In order to analyze these complex debates and identify viable transformation leverage points, systematic in-depth knowledge of the positions and perceptions of agricultural actors is required. The project therefore examines conflict-related social representations in two central thematic areas: (1) farmers’ perceptions of social recognition and (2) their views on distributive issues in agriculture’s political economy. We assume that attending to these core dimensions of social justice is vital in order to understand conflict dynamics around agriculture’s socio-ecological transformation.

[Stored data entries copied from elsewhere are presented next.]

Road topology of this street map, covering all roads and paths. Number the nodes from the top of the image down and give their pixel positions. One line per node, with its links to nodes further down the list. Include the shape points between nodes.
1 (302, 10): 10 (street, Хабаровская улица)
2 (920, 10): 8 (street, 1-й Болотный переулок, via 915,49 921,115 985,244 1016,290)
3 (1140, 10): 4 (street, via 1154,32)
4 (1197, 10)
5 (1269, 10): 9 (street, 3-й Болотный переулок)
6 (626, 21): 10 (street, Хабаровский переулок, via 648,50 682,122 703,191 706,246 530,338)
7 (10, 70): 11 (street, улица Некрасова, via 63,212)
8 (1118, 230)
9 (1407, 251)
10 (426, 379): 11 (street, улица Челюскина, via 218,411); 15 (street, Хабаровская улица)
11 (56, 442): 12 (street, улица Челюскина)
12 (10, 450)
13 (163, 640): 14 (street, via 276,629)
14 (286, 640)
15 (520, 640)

Regarding social recognition, we explore how farmers interpret their societal role and the social worth they are credited with. Possible examples include tensions between their self-perception as indispensable food producers and their experience of public criticism, for example in connection with issues of animal welfare or environmental protection. Other potentially relevant views include the perception that farmers face expectations that go far beyond mere production, low-reliability political guidelines, or perceptions of limited autonomy and administrative overreach for detailed documentation requirements.

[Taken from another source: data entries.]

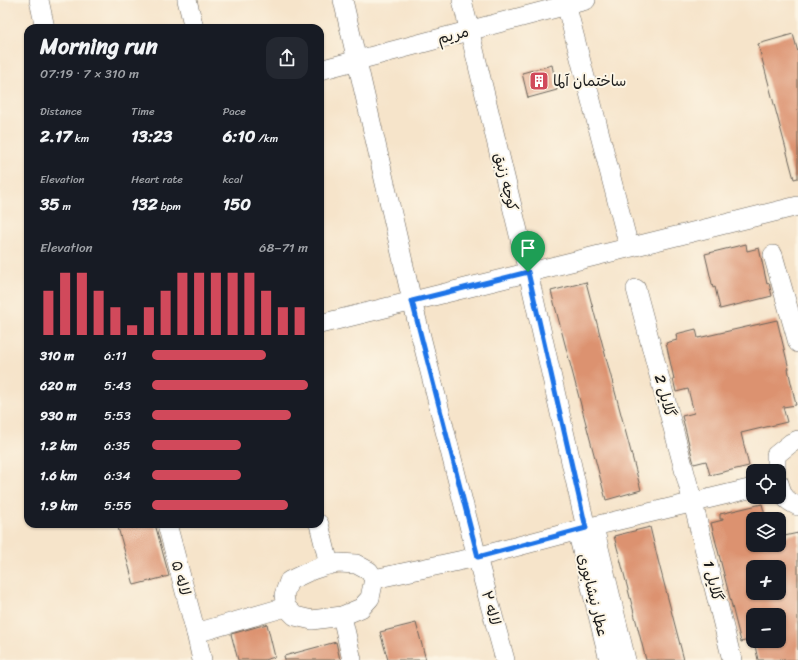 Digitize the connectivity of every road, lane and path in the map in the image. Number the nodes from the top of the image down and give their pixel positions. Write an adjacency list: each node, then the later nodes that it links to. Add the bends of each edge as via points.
1 (39, 0): 7 (street)
2 (187, 0): 8 (street)
3 (343, 0): 10 (street, لاله ۲)
4 (462, 0): 9 (street, کوچه زنبق)
5 (586, 0): 6 (street, مریم)
6 (566, 3): 9 (street, مریم); 13 (street)
7 (44, 24)
8 (193, 24)
9 (470, 31): 10 (street, مریم); 15 (street, کوچه زنبق)
10 (357, 61): 11 (street, مریم); 17 (street, لاله ۲)
11 (324, 69)
12 (798, 206): 13 (street)
13 (629, 248): 15 (street)
14 (773, 255): 19 (street)
15 (528, 272): 17 (street); 28 (street, کوچه زنبق)
16 (636, 289): 24 (street, گلایل 2)
17 (412, 301): 18 (street); 29 (street, لاله ۲)
18 (324, 323)
19 (798, 343)
20 (798, 440): 21 (street, via 776,455)
21 (776, 464)
22 (746, 490): 24 (street)
23 (786, 499): 25 (street)
24 (693, 503): 28 (street); 40 (street, گلایل 1)
25 (798, 506)
26 (168, 528): 34 (street, لاله ۵)
27 (320, 528): 30 (street)
28 (586, 528): 29 (street); 38 (street, عطار نیشابوری); 39 (street)
29 (478, 557): 31 (street); 37 (street, لاله ۲)
30 (329, 564): 31 (street, via 356,564 369,570); 32 (street, via 289,580 284,595)
31 (374, 579): 33 (street, via 370,598 361,608)
32 (286, 607): 33 (street, via 295,616 312,620); 34 (street)
33 (342, 616): 36 (street)
34 (196, 633): 35 (street, لاله ۵)
35 (202, 660)
36 (352, 660)
37 (505, 660)
38 (609, 660)
39 (626, 660)
40 (732, 660) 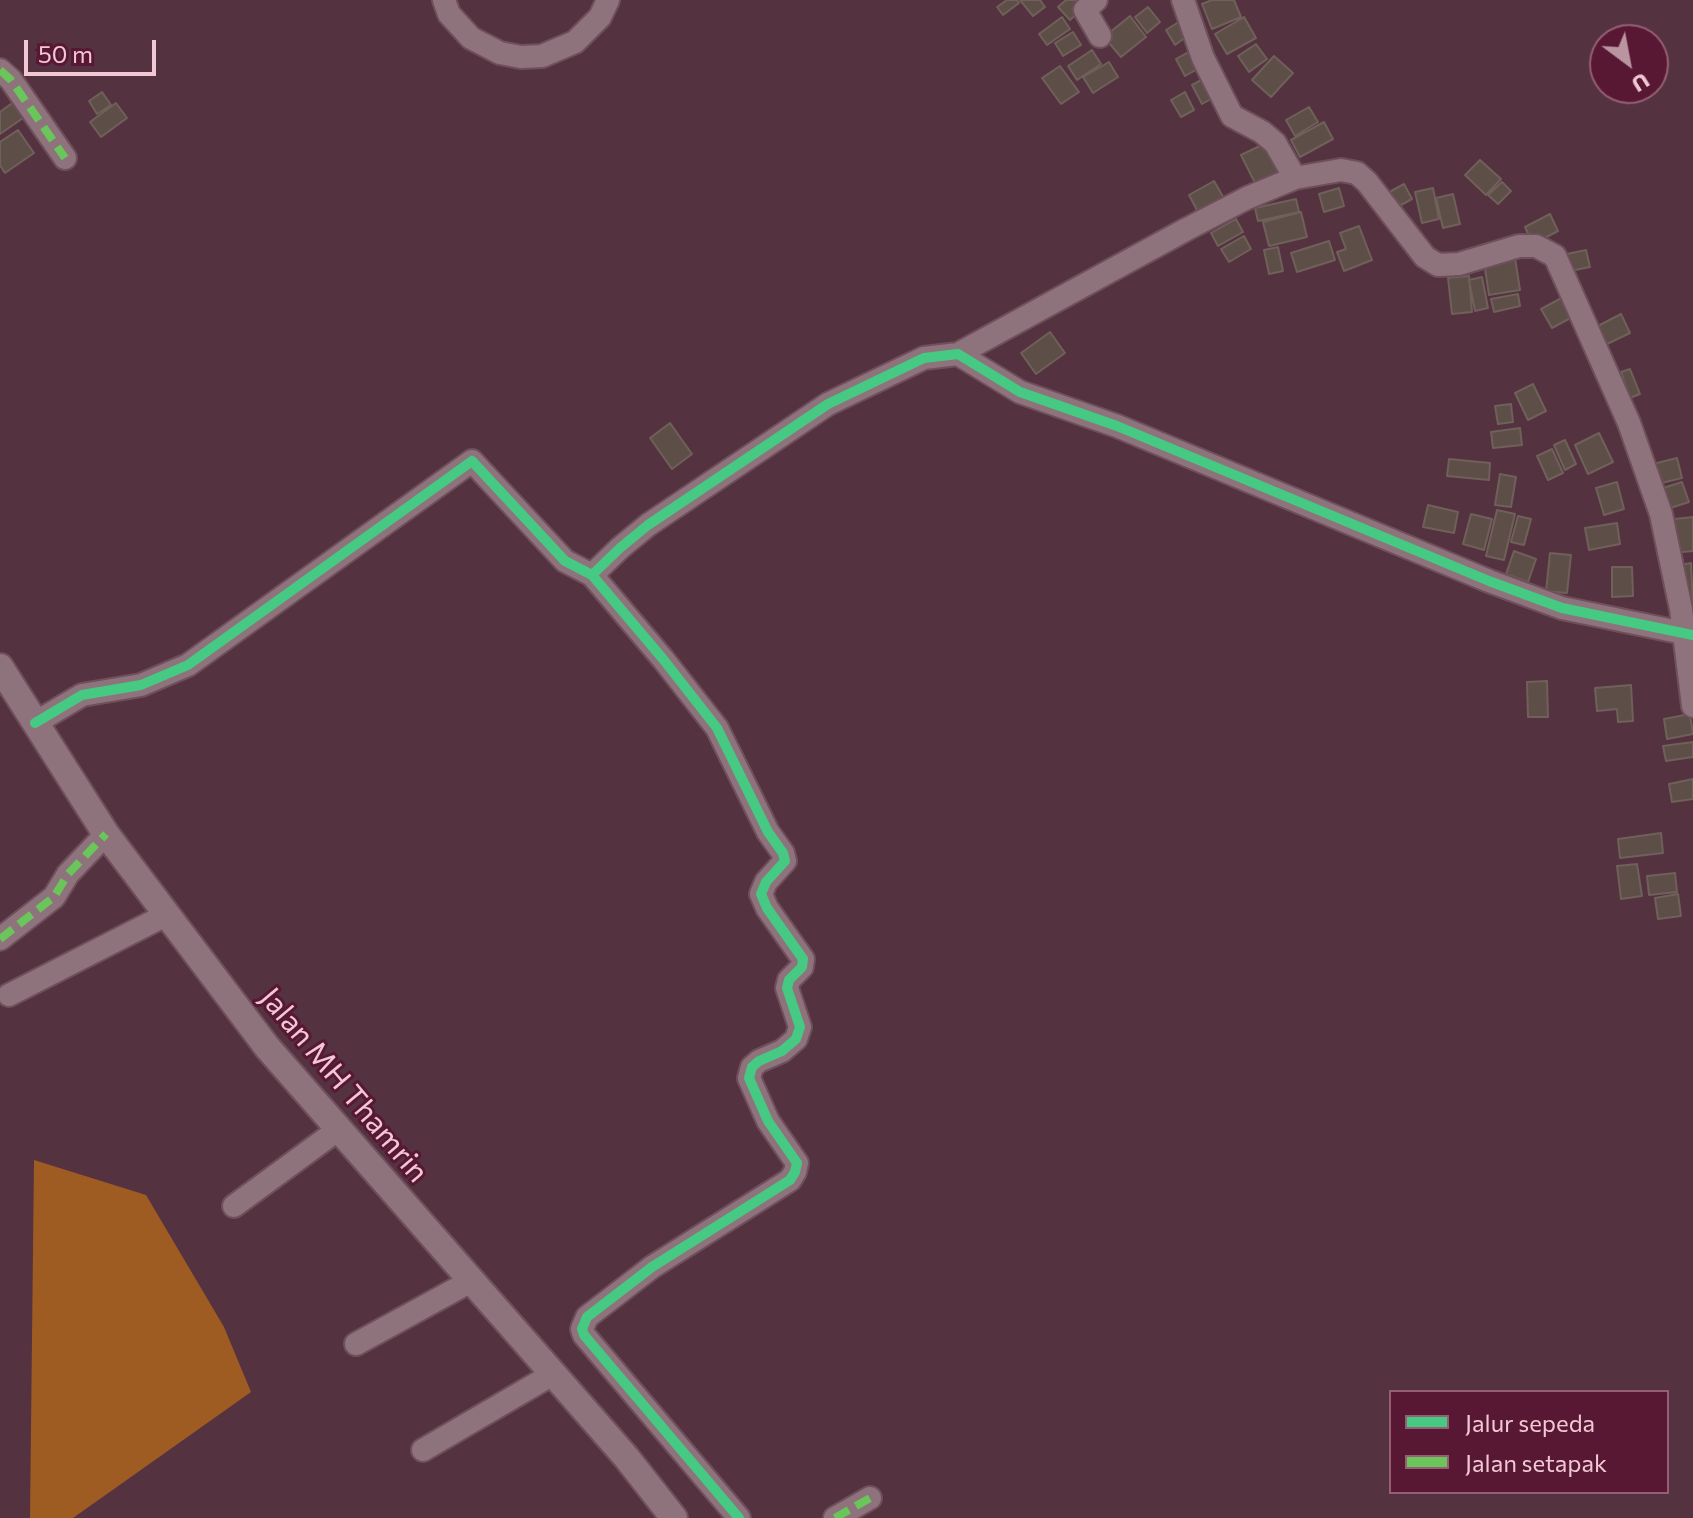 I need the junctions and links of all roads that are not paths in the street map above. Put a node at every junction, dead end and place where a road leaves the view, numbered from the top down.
1 (444, 0) edge
2 (608, 0) edge
3 (1096, 0) edge
4 (1183, 0) edge
5 (1100, 36) dead end
6 (0, 70) edge
7 (65, 158) dead end
8 (1295, 178) junction
9 (958, 354) junction
10 (592, 575) junction
11 (1688, 635) edge
12 (0, 667) edge
13 (1693, 706) edge
14 (35, 723) junction
15 (106, 834) junction
16 (168, 914) junction
17 (0, 939) edge
18 (9, 995) dead end
19 (339, 1129) junction
20 (234, 1206) dead end
21 (471, 1281) junction
22 (356, 1344) dead end
23 (553, 1374) junction
24 (423, 1450) dead end
25 (870, 1498) dead end
26 (674, 1518) edge
27 (739, 1518) edge
28 (835, 1518) edge

1 - 2 street
3 - 5 street
4 - 8 street
6 - 7 street
8 - 9 street
8 - 11 street
9 - 10 street
9 - 11 street
10 - 14 street
10 - 27 street
11 - 13 street
12 - 14 street, Jalan MH Thamrin
14 - 15 street, Jalan MH Thamrin
15 - 16 street, Jalan MH Thamrin
15 - 17 street
16 - 18 street
16 - 19 street, Jalan MH Thamrin
19 - 20 street
19 - 21 street, Jalan MH Thamrin
21 - 22 street
21 - 23 street, Jalan MH Thamrin
23 - 24 street
23 - 26 street, Jalan MH Thamrin
25 - 28 street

In the second topic area of distributive political economy views, we will explore fundamental ideas about how economic opportunities, burdens, and decision-making freedoms should be distributed within the agricultural sector – and how farmers perceive the status quo of these factors. Possible examples include the position of agricultural businesses within the supply chain, for example issues of pricing, market structures, and bargaining power. Furthermore, we will attend to farmers’ orientation in terms of multifunctional vs. productivist paradigms, and their attitudes toward land and international trade policy.

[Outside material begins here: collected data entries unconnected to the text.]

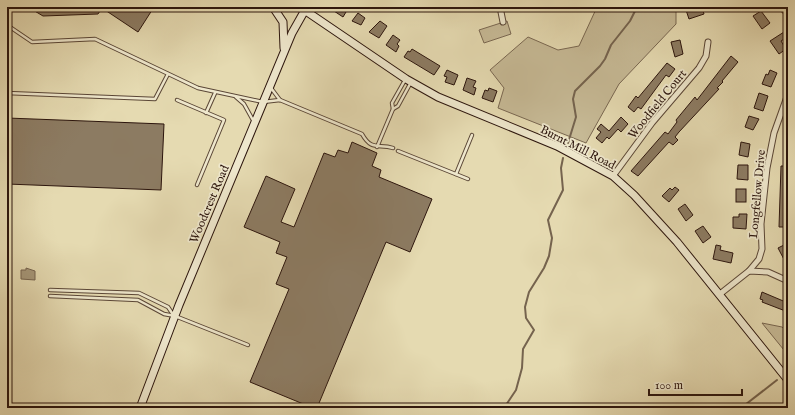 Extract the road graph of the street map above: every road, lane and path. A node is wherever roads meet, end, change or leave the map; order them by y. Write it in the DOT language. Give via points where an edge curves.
graph roads {
  1 [pos="274,7"];
  2 [pos="500,7"];
  3 [pos="781,7"];
  4 [pos="303,9"];
  5 [pos="788,14"];
  6 [pos="503,22"];
  7 [pos="7,26"];
  8 [pos="708,42"];
  9 [pos="283,54"];
  10 [pos="168,74"];
  11 [pos="408,80"];
  12 [pos="270,87"];
  13 [pos="215,92"];
  14 [pos="7,93"];
  15 [pos="788,94"];
  16 [pos="236,96"];
  17 [pos="177,100"];
  18 [pos="280,100"];
  19 [pos="264,102"];
  20 [pos="393,109"];
  21 [pos="206,113"];
  22 [pos="254,124"];
  23 [pos="472,135"];
  24 [pos="378,147"];
  25 [pos="393,148"];
  26 [pos="398,151"];
  27 [pos="456,174"];
  28 [pos="613,176"];
  29 [pos="468,179"];
  30 [pos="197,185"];
  31 [pos="8,227"];
  32 [pos="7,244"];
  33 [pos="748,271"];
  34 [pos="788,282"];
  35 [pos="50,290"];
  36 [pos="720,294"];
  37 [pos="50,296"];
  38 [pos="175,316"];
  39 [pos="248,345"];
  40 [pos="788,380"];
  41 [pos="140,408"];
  1 -- 9 [label="main road" via="283,22"];
  2 -- 6 [label="street"];
  3 -- 5 [label="street"];
  4 -- 9 [label="main road, Woodcrest Road"];
  4 -- 11 [label="main road, Burnt Mill Road"];
  7 -- 10 [label="lane" via="32,42 96,39"];
  8 -- 28 [label="street, Woodfield Court" via="706,56 699,68 652,123"];
  9 -- 12 [label="main road, Woodcrest Road"];
  10 -- 13 [label="lane" via="198,88"];
  10 -- 14 [label="lane" via="155,99"];
  11 -- 20 [label="lane" via="398,106"];
  11 -- 20 [label="lane" via="392,102"];
  11 -- 28 [label="main road, Burnt Mill Road" via="438,97 557,146"];
  12 -- 18 [label="lane"];
  12 -- 19 [label="main road, Woodcrest Road"];
  13 -- 16 [label="lane"];
  13 -- 21 [label="lane"];
  15 -- 33 [label="street, Longfellow Drive" via="774,133 767,168 761,224 762,249"];
  16 -- 19 [label="lane"];
  16 -- 22 [label="lane" via="244,104"];
  17 -- 21 [label="lane"];
  18 -- 19 [label="lane"];
  18 -- 24 [label="lane" via="362,134 370,144"];
  19 -- 22 [label="main road, Woodcrest Road"];
  20 -- 24 [label="lane"];
  21 -- 30 [label="lane" via="224,120"];
  22 -- 38 [label="main road, Woodcrest Road"];
  23 -- 27 [label="lane"];
  24 -- 25 [label="lane"];
  26 -- 27 [label="lane"];
  27 -- 29 [label="lane"];
  28 -- 36 [label="main road, Burnt Mill Road" via="634,194"];
  31 -- 32 [label="lane"];
  33 -- 34 [label="street" via="768,272"];
  33 -- 36 [label="street, Longfellow Drive"];
  35 -- 38 [label="lane" via="139,293 168,307"];
  36 -- 40 [label="main road, Burnt Mill Road"];
  37 -- 38 [label="lane" via="138,300 164,314"];
  38 -- 39 [label="lane"];
  38 -- 41 [label="main road, Woodcrest Road"];
}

For each topic, a Q-methodological study will be conducted. Relevant perspectives and patterns of argumentation will be systematically compiled from academic and non-academic sources and presented to participants for evaluation. Participants’ response patterns will yield condensed typical viewpoints – so-called social representations – that enable a differentiated and empirically grounded reconstruction of farmers’ positions in agriculture’s transformation conflict. In combination with socioeconomic data on the respondents and their farms, the socio-economic embeddedness of these representations can also be analyzed. The anticipated results not only allow for a deep understanding of central lines of conflict within the agricultural sector, but will also be compared to models of the socio-ecological transformation conflict in society as a whole. This allows for the identification of structural similarities and differences between sectoral and society-wide dynamics. Overall, the project contributes to an empirically based analysis of the conditions, challenges, and potential of a socio-ecological transformation of agriculture.